◆ ASSIGNED TASK: Among the records below, find the line that has "index pip: (235, 177)"; from there, give the lines again exactly, and stop after the line that has "middle mcp: (363, 208)".
»»
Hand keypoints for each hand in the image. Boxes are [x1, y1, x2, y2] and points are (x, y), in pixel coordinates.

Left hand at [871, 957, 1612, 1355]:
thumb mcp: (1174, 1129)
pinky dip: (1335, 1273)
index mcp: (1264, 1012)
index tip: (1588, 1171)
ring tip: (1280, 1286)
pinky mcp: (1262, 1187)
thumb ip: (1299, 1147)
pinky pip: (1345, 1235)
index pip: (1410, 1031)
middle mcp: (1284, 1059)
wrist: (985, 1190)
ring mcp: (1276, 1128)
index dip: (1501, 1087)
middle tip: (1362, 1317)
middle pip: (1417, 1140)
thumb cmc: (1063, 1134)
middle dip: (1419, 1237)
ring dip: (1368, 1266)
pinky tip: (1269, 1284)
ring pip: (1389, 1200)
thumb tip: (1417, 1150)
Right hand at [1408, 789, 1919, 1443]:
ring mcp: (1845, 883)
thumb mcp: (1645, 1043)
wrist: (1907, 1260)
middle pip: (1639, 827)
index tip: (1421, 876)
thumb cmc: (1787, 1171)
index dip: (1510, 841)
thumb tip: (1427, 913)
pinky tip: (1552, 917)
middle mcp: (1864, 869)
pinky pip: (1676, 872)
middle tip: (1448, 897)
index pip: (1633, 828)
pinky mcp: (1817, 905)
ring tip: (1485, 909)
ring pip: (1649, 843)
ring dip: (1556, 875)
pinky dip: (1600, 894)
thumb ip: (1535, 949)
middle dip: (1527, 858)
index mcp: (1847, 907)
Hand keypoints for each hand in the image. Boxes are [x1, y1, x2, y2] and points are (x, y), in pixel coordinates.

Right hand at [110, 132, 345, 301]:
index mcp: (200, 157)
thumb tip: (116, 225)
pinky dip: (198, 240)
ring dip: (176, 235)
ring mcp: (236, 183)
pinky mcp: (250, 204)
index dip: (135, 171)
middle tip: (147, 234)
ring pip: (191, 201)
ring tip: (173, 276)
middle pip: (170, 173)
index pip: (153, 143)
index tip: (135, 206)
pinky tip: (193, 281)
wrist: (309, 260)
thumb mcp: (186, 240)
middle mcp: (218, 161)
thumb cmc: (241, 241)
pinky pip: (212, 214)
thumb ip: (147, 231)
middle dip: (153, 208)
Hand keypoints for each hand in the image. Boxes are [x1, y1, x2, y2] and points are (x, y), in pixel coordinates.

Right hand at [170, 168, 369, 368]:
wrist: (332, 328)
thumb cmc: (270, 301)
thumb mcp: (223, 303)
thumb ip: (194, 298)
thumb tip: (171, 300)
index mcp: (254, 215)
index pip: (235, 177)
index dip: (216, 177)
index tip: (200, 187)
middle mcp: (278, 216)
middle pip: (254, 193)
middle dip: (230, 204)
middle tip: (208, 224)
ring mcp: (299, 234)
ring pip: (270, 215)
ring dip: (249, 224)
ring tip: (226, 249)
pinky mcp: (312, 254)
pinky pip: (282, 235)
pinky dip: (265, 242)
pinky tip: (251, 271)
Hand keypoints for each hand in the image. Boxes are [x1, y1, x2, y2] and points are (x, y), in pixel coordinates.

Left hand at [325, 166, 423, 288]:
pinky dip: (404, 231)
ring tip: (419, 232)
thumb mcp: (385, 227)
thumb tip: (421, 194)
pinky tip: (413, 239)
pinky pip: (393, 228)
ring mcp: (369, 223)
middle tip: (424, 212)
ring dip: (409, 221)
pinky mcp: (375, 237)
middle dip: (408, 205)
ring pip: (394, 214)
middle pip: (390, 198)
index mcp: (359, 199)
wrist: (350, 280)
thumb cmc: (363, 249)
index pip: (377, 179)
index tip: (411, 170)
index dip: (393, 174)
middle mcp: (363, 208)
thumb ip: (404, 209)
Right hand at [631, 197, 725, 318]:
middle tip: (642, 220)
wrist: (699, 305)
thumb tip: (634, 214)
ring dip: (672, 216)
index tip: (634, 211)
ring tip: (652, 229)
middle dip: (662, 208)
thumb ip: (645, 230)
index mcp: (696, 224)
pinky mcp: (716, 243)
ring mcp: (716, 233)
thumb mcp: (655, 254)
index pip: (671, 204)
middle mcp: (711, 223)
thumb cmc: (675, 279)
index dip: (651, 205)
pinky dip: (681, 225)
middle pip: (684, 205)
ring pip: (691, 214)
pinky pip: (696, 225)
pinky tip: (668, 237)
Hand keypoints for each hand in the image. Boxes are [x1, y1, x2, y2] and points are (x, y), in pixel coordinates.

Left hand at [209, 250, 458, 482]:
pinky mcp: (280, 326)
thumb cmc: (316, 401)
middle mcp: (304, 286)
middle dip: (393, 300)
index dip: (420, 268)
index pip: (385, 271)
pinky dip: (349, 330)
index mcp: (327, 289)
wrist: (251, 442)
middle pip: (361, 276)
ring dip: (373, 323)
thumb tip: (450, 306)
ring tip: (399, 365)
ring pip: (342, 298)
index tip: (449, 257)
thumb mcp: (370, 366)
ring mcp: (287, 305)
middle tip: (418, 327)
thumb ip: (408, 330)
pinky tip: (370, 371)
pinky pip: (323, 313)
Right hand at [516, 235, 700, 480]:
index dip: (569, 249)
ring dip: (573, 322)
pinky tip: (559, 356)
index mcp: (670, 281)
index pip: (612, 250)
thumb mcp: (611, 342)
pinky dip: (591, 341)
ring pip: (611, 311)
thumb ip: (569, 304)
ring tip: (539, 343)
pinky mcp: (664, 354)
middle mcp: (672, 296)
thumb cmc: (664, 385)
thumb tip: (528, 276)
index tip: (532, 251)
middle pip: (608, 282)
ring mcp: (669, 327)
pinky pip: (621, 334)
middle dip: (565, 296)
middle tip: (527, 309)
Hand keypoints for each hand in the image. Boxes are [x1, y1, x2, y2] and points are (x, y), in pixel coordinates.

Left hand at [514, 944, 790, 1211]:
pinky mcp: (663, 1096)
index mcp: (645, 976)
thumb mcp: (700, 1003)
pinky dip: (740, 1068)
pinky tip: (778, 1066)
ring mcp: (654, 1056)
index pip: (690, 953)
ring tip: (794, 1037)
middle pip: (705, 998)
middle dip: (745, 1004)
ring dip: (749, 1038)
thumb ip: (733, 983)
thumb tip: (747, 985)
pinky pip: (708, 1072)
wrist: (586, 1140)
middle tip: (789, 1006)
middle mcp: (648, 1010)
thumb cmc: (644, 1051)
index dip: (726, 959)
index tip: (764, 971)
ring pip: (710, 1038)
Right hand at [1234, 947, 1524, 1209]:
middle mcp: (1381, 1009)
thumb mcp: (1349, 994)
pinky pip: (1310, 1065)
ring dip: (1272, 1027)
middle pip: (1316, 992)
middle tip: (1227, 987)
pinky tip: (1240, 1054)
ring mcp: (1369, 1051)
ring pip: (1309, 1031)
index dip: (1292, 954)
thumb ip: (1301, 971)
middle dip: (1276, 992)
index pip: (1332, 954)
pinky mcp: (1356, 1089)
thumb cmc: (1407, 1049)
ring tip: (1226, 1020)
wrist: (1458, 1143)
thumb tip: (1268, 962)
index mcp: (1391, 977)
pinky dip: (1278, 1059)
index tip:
««
◆ THE ANSWER:
index pip: (235, 177)
index dip: (216, 177)
index tip: (200, 187)
middle mcp: (278, 216)
middle pip: (254, 193)
middle dip: (230, 204)
middle tip: (208, 224)
ring mcp: (299, 234)
ring pip: (270, 215)
ring dip: (249, 224)
ring tip: (226, 249)
pinky mcp: (312, 254)
pinky pip: (282, 235)
pinky dip: (265, 242)
pinky tip: (251, 271)
Hand keypoints for each hand in the image. Boxes are [x1, y1, x2, y2] and points are (x, y), in pixel coordinates.

Left hand at [325, 166, 423, 288]:
pinky dip: (404, 231)
ring tip: (419, 232)
thumb mcp: (385, 227)
thumb tip: (421, 194)
pinky tip: (413, 239)
pinky pip: (393, 228)
ring mcp: (369, 223)
middle tip: (424, 212)
ring dip: (409, 221)
pinky mcp: (375, 237)
middle dip: (408, 205)
ring pip: (394, 214)
middle pip: (390, 198)
index mcp: (359, 199)
wrist: (350, 280)
thumb cmc: (363, 249)
index pip: (377, 179)
index tip: (411, 170)
index dip: (393, 174)
middle mcp: (363, 208)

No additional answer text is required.